Malware Ad Creator Arrested and Extorted to the US

On May 6th, a malware ad creator was extorted to the New Jersey court based on ransomware-related charges. Arrested in the Netherlands, Oleksii Ivanov (31) from Ukraine organised fake campaigns using credentials of non-existent companies. He operated from October 2013 until May 2018, sending over 100 million ransomware-infected ads. Victims would click provided links and get their computers locked by the ransomware.

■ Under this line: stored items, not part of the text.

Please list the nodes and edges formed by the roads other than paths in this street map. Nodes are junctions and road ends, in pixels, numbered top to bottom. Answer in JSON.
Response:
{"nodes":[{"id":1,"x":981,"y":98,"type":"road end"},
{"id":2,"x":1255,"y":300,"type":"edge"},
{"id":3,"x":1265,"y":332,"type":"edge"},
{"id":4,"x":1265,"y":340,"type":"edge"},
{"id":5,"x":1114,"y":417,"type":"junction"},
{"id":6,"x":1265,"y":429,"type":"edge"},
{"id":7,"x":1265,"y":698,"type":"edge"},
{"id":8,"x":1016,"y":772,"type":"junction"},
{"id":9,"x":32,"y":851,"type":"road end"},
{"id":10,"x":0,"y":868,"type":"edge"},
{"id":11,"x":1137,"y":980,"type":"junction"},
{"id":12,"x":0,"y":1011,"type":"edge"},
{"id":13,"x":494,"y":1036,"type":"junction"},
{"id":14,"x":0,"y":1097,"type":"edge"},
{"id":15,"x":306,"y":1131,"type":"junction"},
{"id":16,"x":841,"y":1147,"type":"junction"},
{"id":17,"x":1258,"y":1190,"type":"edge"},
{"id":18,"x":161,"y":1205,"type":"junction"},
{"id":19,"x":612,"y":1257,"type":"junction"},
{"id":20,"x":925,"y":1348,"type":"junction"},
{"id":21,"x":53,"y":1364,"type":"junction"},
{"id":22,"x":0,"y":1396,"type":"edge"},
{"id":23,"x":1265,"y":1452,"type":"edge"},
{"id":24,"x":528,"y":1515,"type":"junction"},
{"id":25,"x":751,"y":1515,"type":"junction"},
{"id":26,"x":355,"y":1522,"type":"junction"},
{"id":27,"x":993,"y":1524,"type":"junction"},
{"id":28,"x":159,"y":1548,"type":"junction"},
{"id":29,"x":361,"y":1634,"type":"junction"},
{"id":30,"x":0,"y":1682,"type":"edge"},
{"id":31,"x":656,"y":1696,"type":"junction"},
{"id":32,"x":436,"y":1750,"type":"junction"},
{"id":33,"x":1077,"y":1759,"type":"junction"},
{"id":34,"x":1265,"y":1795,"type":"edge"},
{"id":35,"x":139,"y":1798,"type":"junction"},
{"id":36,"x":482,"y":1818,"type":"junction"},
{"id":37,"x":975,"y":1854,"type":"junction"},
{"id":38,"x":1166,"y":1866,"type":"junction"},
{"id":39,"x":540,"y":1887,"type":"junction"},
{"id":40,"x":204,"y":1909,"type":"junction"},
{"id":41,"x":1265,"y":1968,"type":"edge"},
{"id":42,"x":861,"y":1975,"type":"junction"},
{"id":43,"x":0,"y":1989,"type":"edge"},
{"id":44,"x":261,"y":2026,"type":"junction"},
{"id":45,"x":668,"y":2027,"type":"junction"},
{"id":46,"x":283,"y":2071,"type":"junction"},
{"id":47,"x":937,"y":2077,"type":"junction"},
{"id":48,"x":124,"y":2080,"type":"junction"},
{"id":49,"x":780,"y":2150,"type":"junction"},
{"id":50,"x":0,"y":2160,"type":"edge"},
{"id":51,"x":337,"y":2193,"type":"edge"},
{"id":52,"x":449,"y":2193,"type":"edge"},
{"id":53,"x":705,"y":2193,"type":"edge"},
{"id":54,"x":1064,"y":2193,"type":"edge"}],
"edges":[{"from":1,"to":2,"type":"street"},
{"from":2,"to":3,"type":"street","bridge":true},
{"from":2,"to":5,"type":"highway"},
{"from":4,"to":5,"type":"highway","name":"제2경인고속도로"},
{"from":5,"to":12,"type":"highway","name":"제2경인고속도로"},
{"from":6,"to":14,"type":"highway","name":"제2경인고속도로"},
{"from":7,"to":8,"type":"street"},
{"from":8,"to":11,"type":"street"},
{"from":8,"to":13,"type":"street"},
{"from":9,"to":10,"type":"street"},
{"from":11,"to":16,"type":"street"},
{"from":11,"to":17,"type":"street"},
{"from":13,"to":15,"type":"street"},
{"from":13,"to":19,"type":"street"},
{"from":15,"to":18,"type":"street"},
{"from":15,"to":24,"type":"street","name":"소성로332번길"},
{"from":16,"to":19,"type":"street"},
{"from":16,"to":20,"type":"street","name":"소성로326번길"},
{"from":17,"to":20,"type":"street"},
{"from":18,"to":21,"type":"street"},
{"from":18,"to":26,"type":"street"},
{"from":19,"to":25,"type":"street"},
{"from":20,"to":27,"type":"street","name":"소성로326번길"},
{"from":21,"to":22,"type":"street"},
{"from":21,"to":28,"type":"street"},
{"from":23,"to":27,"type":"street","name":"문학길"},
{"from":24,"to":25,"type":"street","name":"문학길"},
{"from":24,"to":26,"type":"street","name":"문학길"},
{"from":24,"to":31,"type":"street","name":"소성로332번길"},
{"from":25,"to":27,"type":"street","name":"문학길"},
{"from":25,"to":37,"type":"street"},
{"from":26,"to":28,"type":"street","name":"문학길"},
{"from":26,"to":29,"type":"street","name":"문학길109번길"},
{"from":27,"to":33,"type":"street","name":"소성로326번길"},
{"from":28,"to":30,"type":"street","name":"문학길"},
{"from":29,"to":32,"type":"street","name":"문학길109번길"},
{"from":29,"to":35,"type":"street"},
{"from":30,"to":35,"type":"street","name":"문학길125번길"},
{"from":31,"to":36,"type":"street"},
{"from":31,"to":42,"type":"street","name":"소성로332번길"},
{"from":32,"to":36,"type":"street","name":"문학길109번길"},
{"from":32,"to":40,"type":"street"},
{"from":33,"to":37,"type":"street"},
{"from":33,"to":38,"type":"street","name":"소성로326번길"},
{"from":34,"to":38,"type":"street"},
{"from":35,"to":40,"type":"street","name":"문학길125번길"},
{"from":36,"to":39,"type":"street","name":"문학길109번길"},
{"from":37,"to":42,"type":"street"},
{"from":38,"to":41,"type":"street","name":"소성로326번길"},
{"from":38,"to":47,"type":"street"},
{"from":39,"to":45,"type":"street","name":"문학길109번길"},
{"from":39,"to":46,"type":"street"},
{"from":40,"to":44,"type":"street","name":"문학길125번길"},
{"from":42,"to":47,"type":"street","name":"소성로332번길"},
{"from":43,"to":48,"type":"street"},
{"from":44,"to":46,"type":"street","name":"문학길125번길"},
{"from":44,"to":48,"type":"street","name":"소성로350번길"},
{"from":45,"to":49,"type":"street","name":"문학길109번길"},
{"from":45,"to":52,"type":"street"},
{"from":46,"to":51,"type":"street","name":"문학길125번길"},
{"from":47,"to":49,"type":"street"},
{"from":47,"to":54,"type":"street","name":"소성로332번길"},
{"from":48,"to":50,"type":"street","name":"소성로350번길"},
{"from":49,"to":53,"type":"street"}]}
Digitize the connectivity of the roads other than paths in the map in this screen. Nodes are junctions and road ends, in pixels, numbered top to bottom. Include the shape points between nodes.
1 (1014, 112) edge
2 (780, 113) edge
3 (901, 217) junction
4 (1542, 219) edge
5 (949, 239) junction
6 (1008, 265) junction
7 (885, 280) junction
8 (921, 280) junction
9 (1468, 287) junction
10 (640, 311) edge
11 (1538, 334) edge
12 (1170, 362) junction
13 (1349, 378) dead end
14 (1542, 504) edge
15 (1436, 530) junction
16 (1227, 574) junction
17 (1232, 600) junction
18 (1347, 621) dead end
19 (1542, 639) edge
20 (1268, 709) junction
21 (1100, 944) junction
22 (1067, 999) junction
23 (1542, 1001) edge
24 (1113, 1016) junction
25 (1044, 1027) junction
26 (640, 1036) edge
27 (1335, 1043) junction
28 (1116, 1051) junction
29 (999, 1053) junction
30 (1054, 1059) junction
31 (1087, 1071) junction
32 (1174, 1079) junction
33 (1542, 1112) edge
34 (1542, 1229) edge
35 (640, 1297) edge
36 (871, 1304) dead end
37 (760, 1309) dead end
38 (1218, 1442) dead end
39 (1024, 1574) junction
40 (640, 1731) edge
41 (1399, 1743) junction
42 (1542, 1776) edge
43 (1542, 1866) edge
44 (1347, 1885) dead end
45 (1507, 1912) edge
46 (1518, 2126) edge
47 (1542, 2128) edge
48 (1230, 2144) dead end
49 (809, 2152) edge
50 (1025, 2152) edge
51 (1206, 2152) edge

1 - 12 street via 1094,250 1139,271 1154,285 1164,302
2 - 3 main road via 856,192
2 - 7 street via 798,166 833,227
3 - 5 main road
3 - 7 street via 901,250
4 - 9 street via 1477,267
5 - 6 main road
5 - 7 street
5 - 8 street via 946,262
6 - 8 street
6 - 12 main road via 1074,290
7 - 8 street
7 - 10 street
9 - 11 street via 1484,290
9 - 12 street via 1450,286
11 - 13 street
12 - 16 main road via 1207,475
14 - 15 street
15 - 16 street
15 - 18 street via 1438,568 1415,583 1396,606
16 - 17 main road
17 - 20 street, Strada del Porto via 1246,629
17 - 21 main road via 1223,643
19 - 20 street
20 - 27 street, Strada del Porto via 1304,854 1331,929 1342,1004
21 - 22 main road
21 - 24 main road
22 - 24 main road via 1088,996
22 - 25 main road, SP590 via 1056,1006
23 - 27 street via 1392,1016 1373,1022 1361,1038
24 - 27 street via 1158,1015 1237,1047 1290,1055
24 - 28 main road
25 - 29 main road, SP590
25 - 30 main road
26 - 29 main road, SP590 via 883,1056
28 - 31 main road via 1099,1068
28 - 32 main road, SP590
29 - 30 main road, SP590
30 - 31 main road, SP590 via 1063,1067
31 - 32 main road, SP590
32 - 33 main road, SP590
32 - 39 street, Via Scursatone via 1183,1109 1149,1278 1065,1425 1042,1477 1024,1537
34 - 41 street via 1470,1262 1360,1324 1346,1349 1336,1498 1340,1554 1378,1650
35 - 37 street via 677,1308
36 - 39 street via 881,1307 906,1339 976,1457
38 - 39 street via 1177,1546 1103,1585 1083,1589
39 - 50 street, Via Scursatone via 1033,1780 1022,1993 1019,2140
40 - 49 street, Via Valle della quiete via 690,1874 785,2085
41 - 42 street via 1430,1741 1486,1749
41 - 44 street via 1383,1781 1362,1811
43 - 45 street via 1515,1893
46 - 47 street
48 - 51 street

With the help of several partners, Ivanov would then try to extort funds from victims. Previously, he would buy ad space from legitimate hosting platforms and then proceed by delivering malicious codes through links. Should networks suspend his online account, Ivanov would proceed by creating another fake company, usually “based” in the UK. Combined US Secret Service, Dutch and British law enforcement’ investigation brought charges upon Ivanov, who declared innocence and rejected legal accusations.

 

Services Giant Wolters Kluwer Experienced a Ransomware Attack

On May 6th, the information service giant from Netherlands, Wolters Kluwer, took a ransomware hit. The attack was described as “technical anomalies”. The company stated in a press release that a good portion of the firm’s services have been affected. A number of applications were taken offline, as the IT security staff members investigated the cause of the breach.

In the following period, the company managed to restore most of the services, including CCH SureTax and CCH Axcess. Law enforcement were notified of the attack while the US servers are still down. According to the latest update, there is “no evidence that customer data and systems were compromised or that there was a breach of confidentiality of that data.”

The company did not mention what type of ransomware entered its system nor how. It also remains unclear whether hackers demanded ransom, as staff members continue to unlock services. According to several reports, however, MegaCortex might be to blame. The malware was discovered at the beginning of 2019, with cybercriminals targeting companies from the US and Europe.

 

Conclusion

Recent malware developments are sure to push companies and state entities to improve their cyber defences. Moreover, hackers are known to be creative, constantly upgrading their ransomware tools. Thus, Baltimore’s case can happen to any other city around the globe that does not have proper security measures.